1st Speaker of Constituent Assembly of Bangladesh
- In office 10 April 1972 – 1 May 1972
- Deputy: Mohammad Mohammadullah
- Preceded by: position established
- Succeeded by: Mohammad Mohammadullah

Member of the Central Legislative Assembly
- In office 1945–1947
- Preceded by: Khabeeruddin Ahmed
- Constituency: Rajshahi

Personal details
- Born: 1900 Gobindaganj, Rangpur district, Bengal Presidency
- Died: 1 May 1972 (aged 71–72) Gaibandha, Bangladesh
- Party: Bangladesh Awami League All-India Muslim League
- Relatives: Shah Sarwar Kabir (son-in-law)
- Alma mater: University of Calcutta; Carmichael College;

= Shah Abdul Hamid =

Bangladeshi politician (1900–1972)

Shah Abdul Hamid (শাহ আব্দুল হামিদ; 1900 – 1 May 1972) was a Bangladeshi political activist, Awami League politician, legislator and banker.

==Early life and education==
Shah Abdul Hamid was born in 1900 to Bengali Muslim parents Haji Abdul Ghaffar Shah and Rahima Khatun in the village of Khalshi in Gobindaganj, then part of the Rangpur district of the Bengal Presidency (Now Gaibandha). He completed his Bachelor of Arts from Carmichael College, Rangpur in 1920. During his student life, Abdul Hamid participated in the Non-cooperation movement initiated by Chittaranjan Das. In 1927, he obtained a law degree from the University of Calcutta and began practice at the Court of Gaibandha.

==Professional life==

After completion of his education, he returned to Gaibandha and started working as a sports organizer. He was the General Secretary of Gaibandha Town Club. He played the pioneer role in founding the Gaibandha College in 1947 of which he became the first Secretary of the Managing Committee. He was elected Chairman of the Rangpur School Board in 1949.

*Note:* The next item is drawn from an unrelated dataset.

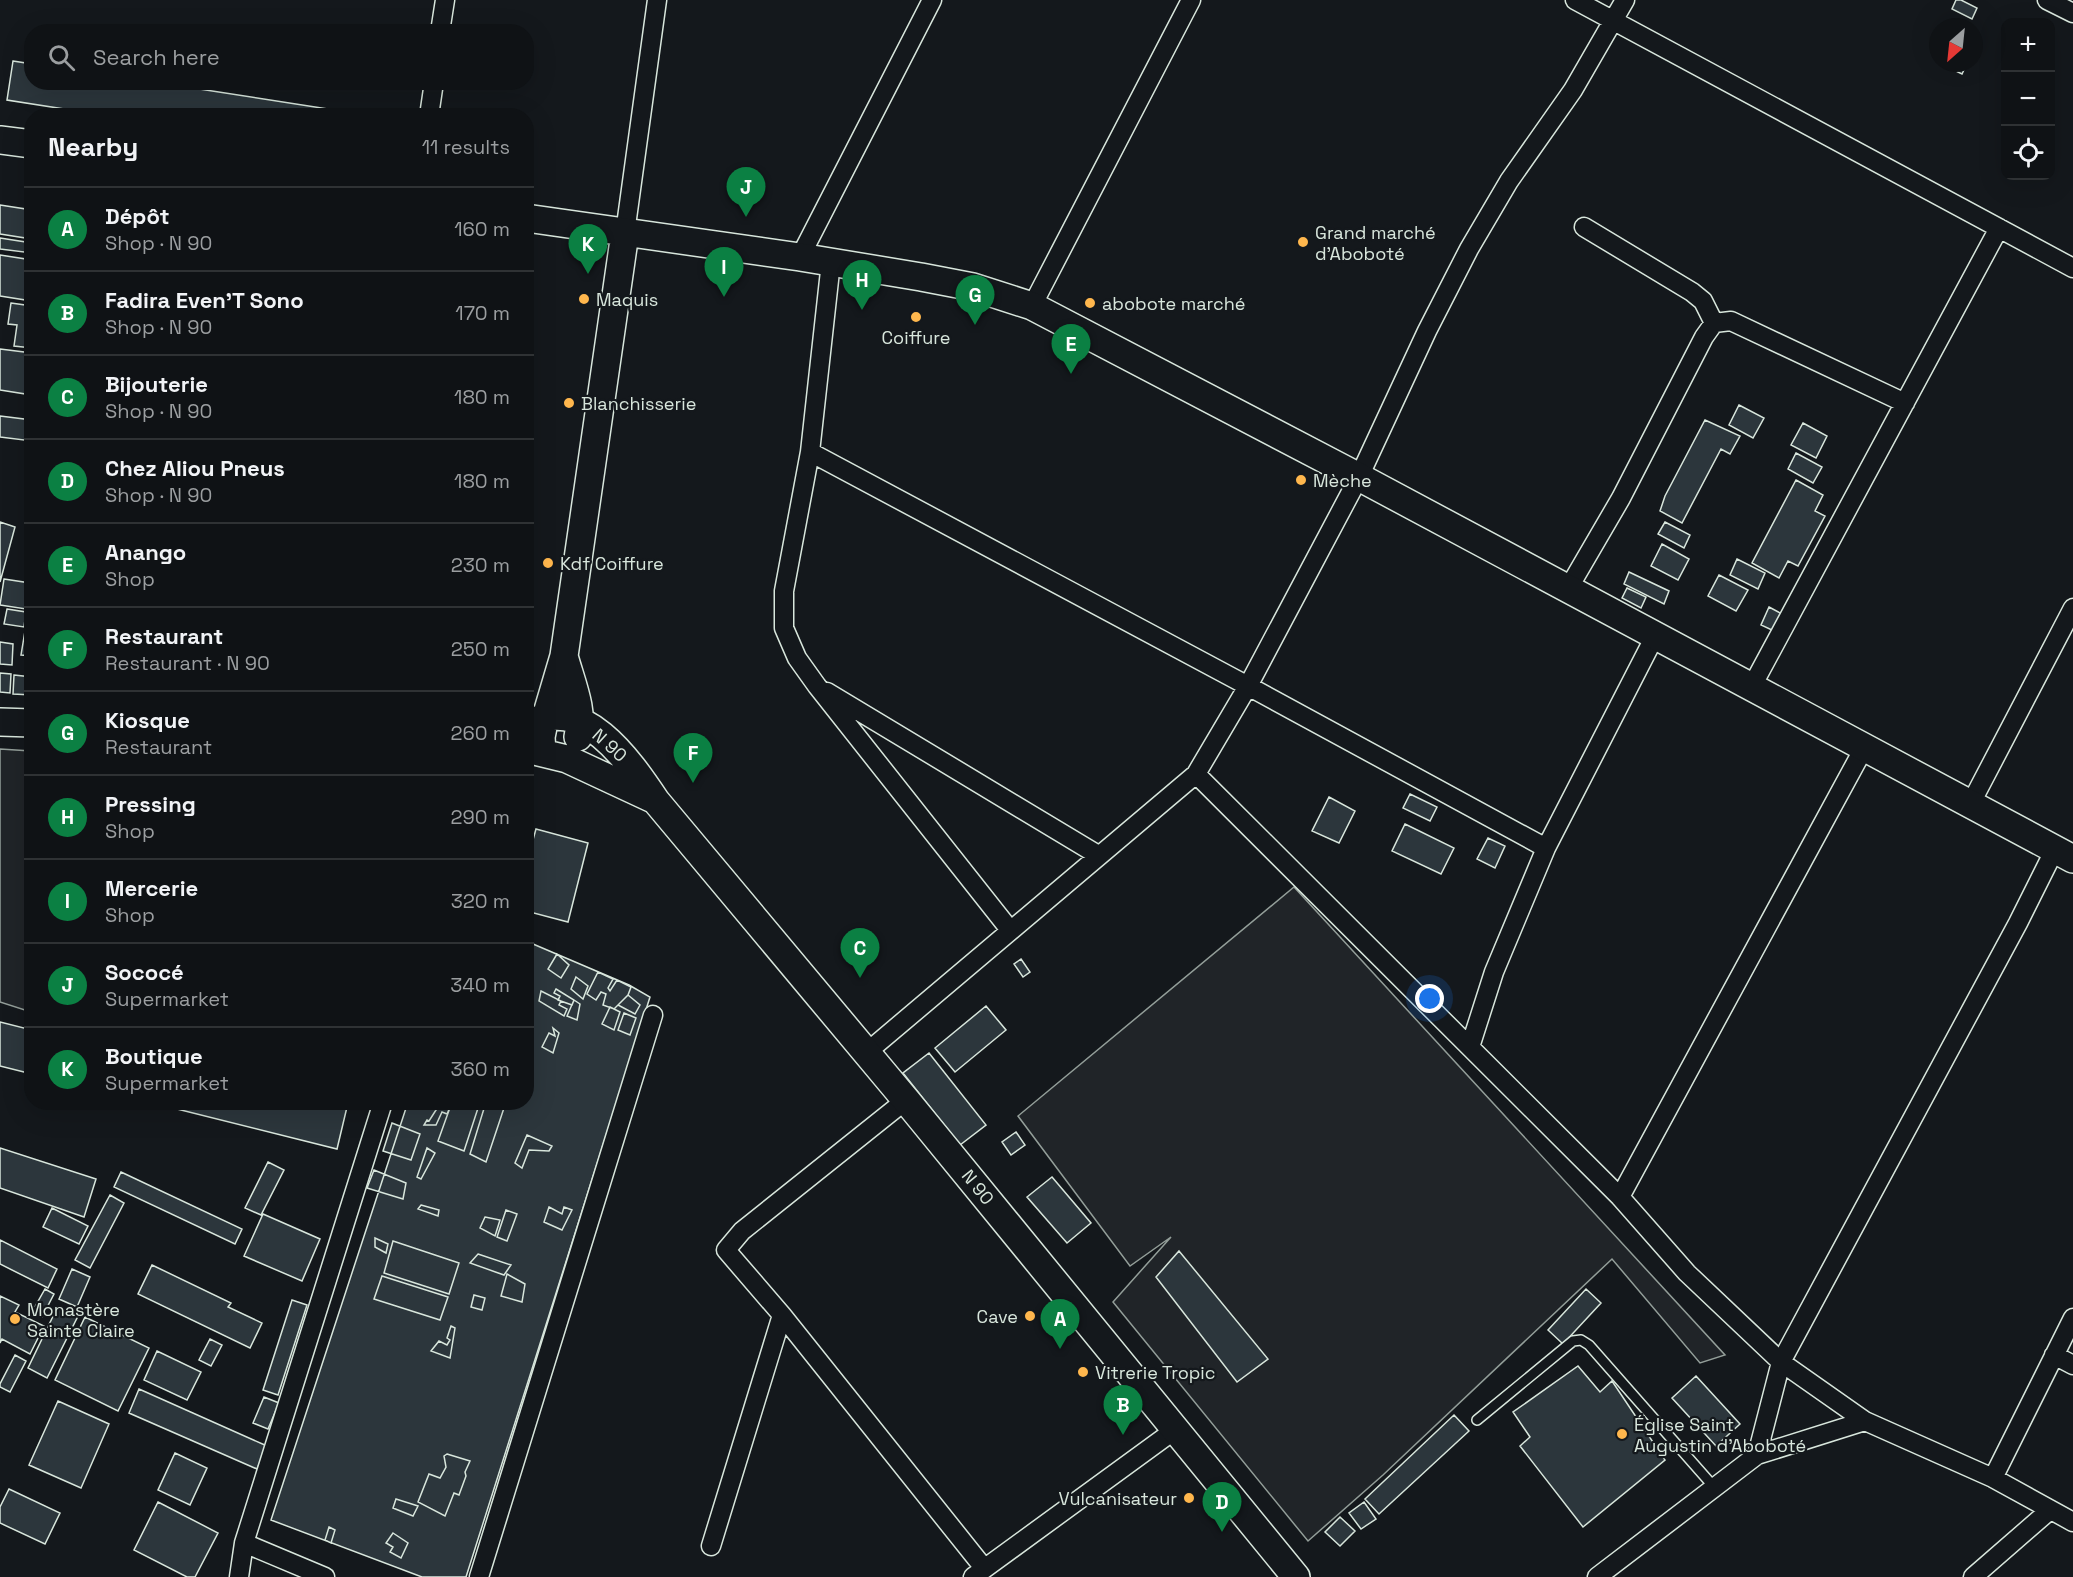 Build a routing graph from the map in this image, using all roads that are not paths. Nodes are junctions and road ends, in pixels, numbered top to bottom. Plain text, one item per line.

He was actively associated with "Jeorge Coronation Dramatic Club" (now Gibandha Nattya Sangstha) and performed on stage.

He was Director of the National Bank of Pakistan from 1951 to 1955.

==Political life==

Shah Abdul Hamid took part in the Law defying Movement in 1930. In 1936, he joined the Muslim League.
In 1941, Hamid was elected Vice Chairman of Rangpur District Board, a post he was to hold for 12 years.

In 1945, he was elected Member of the Legislative Assembly of India. He joined Bangladesh Awami League in 1956 and was the President of Rangpur Awami League up to 1966.

In 1970, representing the Awami League, he was elected member of the National Assembly of Pakistan for Rangpur V (Gobindaganj-Palashbari). At the very outset of the Liberation War, he went to India and played a vital role in organizing the resistance movement.

Hamid was the first Speaker of the Jatiya Sangsad of the Gana Parishad (National Assembly), serving from 10 April to 1 May 1972.

The Shah Abdul Hamid Stadium, Gaibandha, is named in his honour.